- Film poster by Reynold Brown
- Directed by: Douglas Sirk
- Screenplay by: George Zuckerman
- Story by: Gerald Drayson Adams (story and adaptation)
- Produced by: Ross Hunter
- Starring: Rock Hudson Barbara Rush
- Cinematography: Russell Metty
- Edited by: Milton Carruth
- Music by: Frank Skinner
- Color process: Technicolor
- Production company: Universal International Pictures
- Distributed by: Universal Pictures
- Release date: February 18, 1954;
- Running time: 79 minutes
- Country: United States
- Language: English
- Box office: $1.1 million

= Taza, Son of Cochise =

1954 film by Douglas Sirk

Taza, Son of Cochise is a 1954 American Western film directed by Douglas Sirk and starring Rock Hudson and Barbara Rush. The film was shot in 3D, and is one of just two films confirmed to have been released in the Pola-Lite 3D System using one projector.

==Plot==
Three years after the end of the Apache Wars, peacemaking chief Cochise dies. His elder son Taza (Rock Hudson) shares his ideas, but (in this fictional narrative) brother Naiche (Bart Roberts) yearns for war...and for Taza's betrothed, Oona (Barbara Rush). Naiche loses no time in starting trouble which, thanks to a bigoted cavalry officer, ends with the proud Chiricahua Apaches on a reservation, where they are soon joined by the captured renegade Geronimo, who is all it takes to start a war.

==Production==
It was the third time Jeff Chandler played Cochise, following Broken Arrow and The Battle at Apache Pass. Parts of the film were shot in Castle Valley, Professor Valley, Sand Flats, Devil's Garden, and Arches National Park in Utah.
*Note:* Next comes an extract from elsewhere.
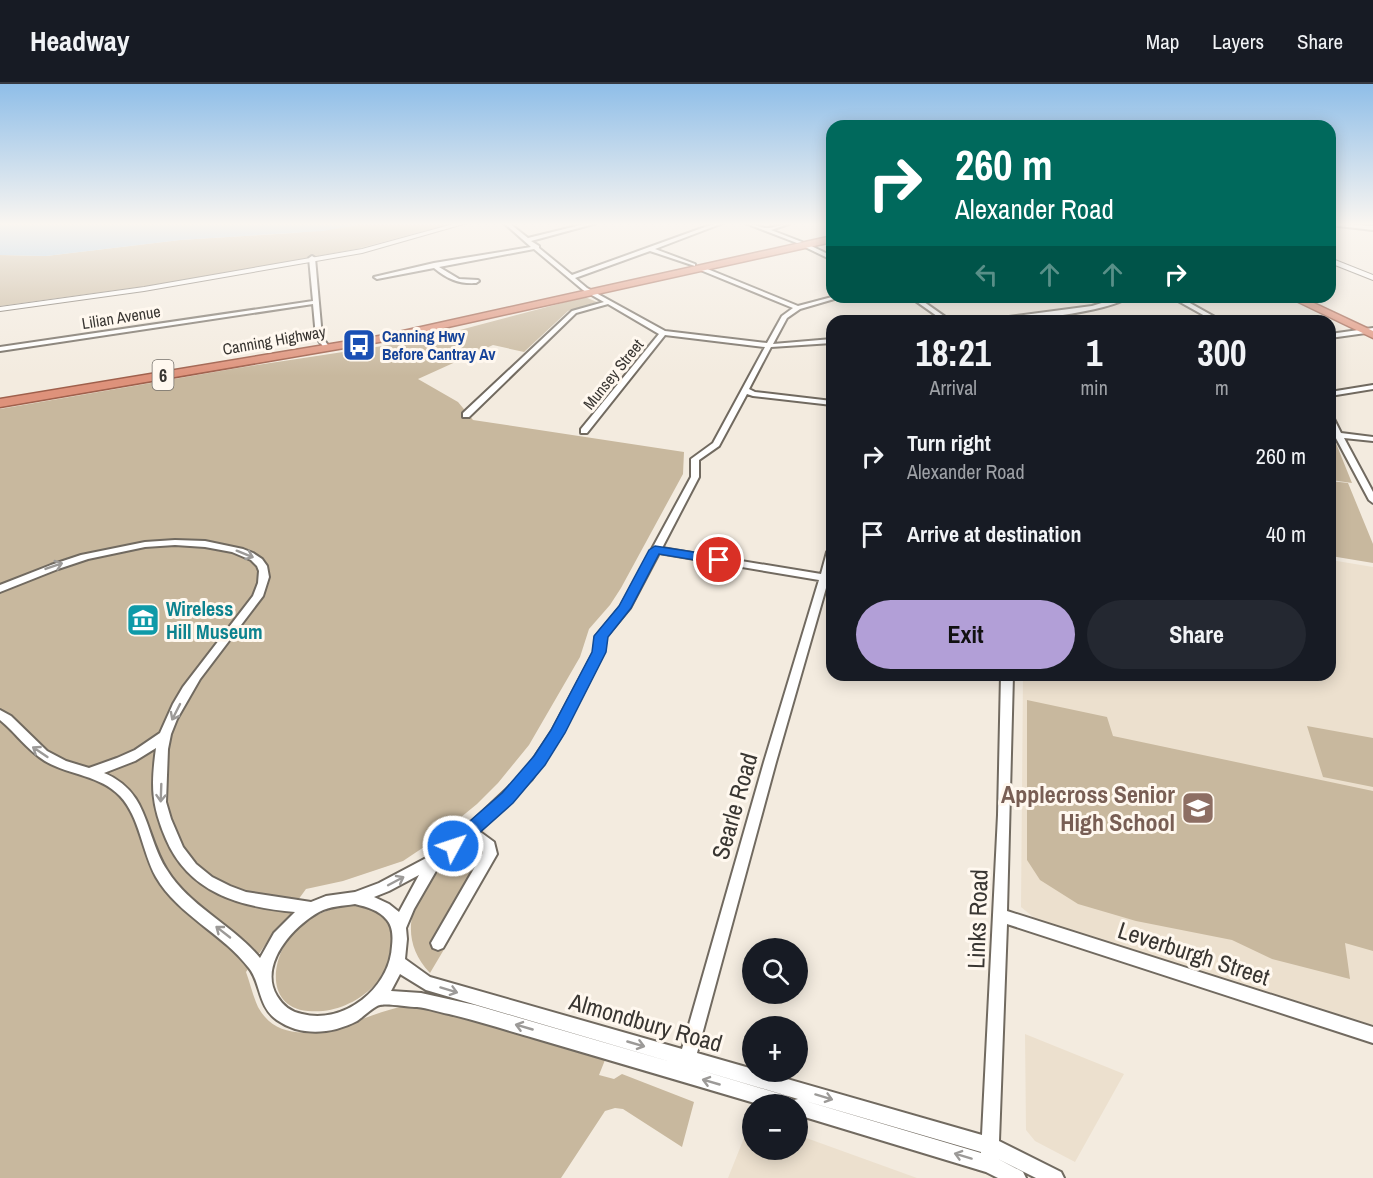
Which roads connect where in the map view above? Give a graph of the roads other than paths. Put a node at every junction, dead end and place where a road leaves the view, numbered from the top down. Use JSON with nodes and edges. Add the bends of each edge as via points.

==Acknowledgment in end credits==
"We gratefully acknowledge the assistance of the National Park Service of the United States Department of the Interior whose splendid cooperation made possible the photography of scenes at Arches National Monument Park".

==Home media==
- Universal Home Video, in conjunction with Turner Classic Movies, released a print-on-demand Region 1 DVD of Taza, Son of Cochise in 2014.
- KL Studio Classics released a new 2K 3D restoration of the title on Region A Blu-ray in May 2020 in combined 3D and 2D formats.